What is expected ->
Return the following from the records below: each line, word for word, starting with the line that contains "M336 4 325 335" and going on through the line that contains "M893 943 912 931", with nothing outside that range.

Dataset items:
============

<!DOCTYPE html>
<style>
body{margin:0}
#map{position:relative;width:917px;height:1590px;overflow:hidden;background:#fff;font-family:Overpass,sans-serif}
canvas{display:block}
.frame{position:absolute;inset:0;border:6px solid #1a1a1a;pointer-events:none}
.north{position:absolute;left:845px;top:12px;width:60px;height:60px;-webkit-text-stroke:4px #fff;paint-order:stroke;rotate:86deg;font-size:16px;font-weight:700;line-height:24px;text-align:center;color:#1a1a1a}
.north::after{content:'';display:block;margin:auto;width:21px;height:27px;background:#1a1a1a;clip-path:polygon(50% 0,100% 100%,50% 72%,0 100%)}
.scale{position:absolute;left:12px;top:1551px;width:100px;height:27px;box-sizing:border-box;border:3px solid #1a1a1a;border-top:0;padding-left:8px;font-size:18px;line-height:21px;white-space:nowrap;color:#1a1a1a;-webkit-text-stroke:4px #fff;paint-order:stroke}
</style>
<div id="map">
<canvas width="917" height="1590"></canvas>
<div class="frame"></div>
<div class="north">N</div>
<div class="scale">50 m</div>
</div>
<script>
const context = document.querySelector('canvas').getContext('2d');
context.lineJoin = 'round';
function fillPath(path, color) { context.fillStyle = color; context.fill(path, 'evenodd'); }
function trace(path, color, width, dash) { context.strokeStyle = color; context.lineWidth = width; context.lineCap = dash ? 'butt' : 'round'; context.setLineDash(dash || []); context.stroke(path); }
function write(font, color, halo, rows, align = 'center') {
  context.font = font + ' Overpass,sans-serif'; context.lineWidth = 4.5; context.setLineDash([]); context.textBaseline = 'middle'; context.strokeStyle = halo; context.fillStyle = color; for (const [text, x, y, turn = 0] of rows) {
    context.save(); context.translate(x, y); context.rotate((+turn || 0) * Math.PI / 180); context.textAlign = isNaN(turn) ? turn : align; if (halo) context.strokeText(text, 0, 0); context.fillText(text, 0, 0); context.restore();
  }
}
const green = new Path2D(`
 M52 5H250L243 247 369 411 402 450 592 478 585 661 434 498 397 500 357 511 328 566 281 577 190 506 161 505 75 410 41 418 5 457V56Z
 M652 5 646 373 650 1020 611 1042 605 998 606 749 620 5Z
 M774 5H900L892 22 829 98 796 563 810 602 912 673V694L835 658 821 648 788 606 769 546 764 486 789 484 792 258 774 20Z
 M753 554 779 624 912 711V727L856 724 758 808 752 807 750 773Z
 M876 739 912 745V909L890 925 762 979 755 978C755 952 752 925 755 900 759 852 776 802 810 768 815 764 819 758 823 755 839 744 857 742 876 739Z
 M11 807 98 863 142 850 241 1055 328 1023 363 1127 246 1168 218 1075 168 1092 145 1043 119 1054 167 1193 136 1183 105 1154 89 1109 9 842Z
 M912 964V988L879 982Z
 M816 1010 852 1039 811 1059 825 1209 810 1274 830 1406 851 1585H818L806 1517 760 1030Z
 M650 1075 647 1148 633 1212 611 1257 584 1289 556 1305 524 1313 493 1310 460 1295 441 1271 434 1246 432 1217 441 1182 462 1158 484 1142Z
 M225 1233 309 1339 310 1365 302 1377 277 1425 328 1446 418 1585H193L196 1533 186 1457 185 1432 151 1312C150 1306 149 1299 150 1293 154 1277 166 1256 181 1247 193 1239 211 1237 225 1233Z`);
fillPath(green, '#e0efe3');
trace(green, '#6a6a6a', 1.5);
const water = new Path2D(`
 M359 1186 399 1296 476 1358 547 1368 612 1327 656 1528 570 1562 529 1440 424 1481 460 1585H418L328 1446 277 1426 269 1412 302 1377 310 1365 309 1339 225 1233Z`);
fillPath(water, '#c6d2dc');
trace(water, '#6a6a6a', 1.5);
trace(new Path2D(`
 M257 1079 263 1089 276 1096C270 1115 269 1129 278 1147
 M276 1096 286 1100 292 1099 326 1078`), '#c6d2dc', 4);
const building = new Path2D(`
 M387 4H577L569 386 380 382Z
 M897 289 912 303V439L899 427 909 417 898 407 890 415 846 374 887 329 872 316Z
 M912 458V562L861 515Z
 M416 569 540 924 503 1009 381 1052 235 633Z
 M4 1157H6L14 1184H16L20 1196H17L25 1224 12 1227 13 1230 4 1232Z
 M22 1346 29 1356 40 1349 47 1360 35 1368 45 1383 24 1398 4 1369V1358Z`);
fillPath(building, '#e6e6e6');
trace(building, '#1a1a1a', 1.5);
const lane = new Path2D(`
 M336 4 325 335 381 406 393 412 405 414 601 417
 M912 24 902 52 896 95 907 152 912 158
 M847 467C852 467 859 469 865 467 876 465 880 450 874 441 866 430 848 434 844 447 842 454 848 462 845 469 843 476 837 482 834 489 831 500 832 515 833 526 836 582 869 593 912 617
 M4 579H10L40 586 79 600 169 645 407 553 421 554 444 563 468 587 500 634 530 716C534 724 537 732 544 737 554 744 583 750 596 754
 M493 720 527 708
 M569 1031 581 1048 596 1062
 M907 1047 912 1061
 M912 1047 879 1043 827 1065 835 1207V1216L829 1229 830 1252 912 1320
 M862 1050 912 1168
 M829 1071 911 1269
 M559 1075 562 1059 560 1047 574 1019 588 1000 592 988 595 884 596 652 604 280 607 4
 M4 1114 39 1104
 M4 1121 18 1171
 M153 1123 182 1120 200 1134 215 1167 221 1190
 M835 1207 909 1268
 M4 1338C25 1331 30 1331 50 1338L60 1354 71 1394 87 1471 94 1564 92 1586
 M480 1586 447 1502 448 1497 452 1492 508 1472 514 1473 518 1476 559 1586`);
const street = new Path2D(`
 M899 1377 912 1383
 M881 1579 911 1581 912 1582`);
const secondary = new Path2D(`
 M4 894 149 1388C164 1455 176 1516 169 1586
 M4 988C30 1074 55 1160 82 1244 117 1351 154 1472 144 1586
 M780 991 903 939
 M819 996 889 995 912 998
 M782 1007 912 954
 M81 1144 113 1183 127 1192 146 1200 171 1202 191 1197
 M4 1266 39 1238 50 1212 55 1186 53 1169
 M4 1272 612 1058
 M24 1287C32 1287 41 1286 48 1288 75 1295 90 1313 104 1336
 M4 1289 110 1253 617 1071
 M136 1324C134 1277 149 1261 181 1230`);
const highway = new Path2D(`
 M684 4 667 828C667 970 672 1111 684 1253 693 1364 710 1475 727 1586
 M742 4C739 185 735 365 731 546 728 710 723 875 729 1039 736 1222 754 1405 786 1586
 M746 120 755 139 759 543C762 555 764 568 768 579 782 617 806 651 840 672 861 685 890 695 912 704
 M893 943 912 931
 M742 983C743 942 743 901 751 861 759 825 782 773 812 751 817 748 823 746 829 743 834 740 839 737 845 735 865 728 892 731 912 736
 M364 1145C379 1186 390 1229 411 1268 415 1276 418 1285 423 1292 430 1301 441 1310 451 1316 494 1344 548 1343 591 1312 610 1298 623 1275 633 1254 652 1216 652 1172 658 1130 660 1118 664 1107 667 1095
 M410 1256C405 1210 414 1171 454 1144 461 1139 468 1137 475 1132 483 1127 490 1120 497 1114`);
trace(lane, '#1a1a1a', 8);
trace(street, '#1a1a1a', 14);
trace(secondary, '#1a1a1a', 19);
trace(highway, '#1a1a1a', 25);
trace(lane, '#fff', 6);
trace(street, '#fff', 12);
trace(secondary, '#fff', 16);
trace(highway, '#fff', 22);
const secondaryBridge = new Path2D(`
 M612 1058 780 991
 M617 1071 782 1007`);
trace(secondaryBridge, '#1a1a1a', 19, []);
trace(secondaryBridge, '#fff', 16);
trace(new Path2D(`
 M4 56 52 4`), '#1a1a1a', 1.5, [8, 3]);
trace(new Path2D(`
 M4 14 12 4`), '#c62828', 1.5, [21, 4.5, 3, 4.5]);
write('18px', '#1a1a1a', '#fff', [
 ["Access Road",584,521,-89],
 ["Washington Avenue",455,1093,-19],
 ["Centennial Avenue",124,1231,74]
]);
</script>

============

Task response ->
 M336 4 325 335 381 406 393 412 405 414 601 417
 M912 24 902 52 896 95 907 152 912 158
 M847 467C852 467 859 469 865 467 876 465 880 450 874 441 866 430 848 434 844 447 842 454 848 462 845 469 843 476 837 482 834 489 831 500 832 515 833 526 836 582 869 593 912 617
 M4 579H10L40 586 79 600 169 645 407 553 421 554 444 563 468 587 500 634 530 716C534 724 537 732 544 737 554 744 583 750 596 754
 M493 720 527 708
 M569 1031 581 1048 596 1062
 M907 1047 912 1061
 M912 1047 879 1043 827 1065 835 1207V1216L829 1229 830 1252 912 1320
 M862 1050 912 1168
 M829 1071 911 1269
 M559 1075 562 1059 560 1047 574 1019 588 1000 592 988 595 884 596 652 604 280 607 4
 M4 1114 39 1104
 M4 1121 18 1171
 M153 1123 182 1120 200 1134 215 1167 221 1190
 M835 1207 909 1268
 M4 1338C25 1331 30 1331 50 1338L60 1354 71 1394 87 1471 94 1564 92 1586
 M480 1586 447 1502 448 1497 452 1492 508 1472 514 1473 518 1476 559 1586`);
const street = new Path2D(`
 M899 1377 912 1383
 M881 1579 911 1581 912 1582`);
const secondary = new Path2D(`
 M4 894 149 1388C164 1455 176 1516 169 1586
 M4 988C30 1074 55 1160 82 1244 117 1351 154 1472 144 1586
 M780 991 903 939
 M819 996 889 995 912 998
 M782 1007 912 954
 M81 1144 113 1183 127 1192 146 1200 171 1202 191 1197
 M4 1266 39 1238 50 1212 55 1186 53 1169
 M4 1272 612 1058
 M24 1287C32 1287 41 1286 48 1288 75 1295 90 1313 104 1336
 M4 1289 110 1253 617 1071
 M136 1324C134 1277 149 1261 181 1230`);
const highway = new Path2D(`
 M684 4 667 828C667 970 672 1111 684 1253 693 1364 710 1475 727 1586
 M742 4C739 185 735 365 731 546 728 710 723 875 729 1039 736 1222 754 1405 786 1586
 M746 120 755 139 759 543C762 555 764 568 768 579 782 617 806 651 840 672 861 685 890 695 912 704
 M893 943 912 931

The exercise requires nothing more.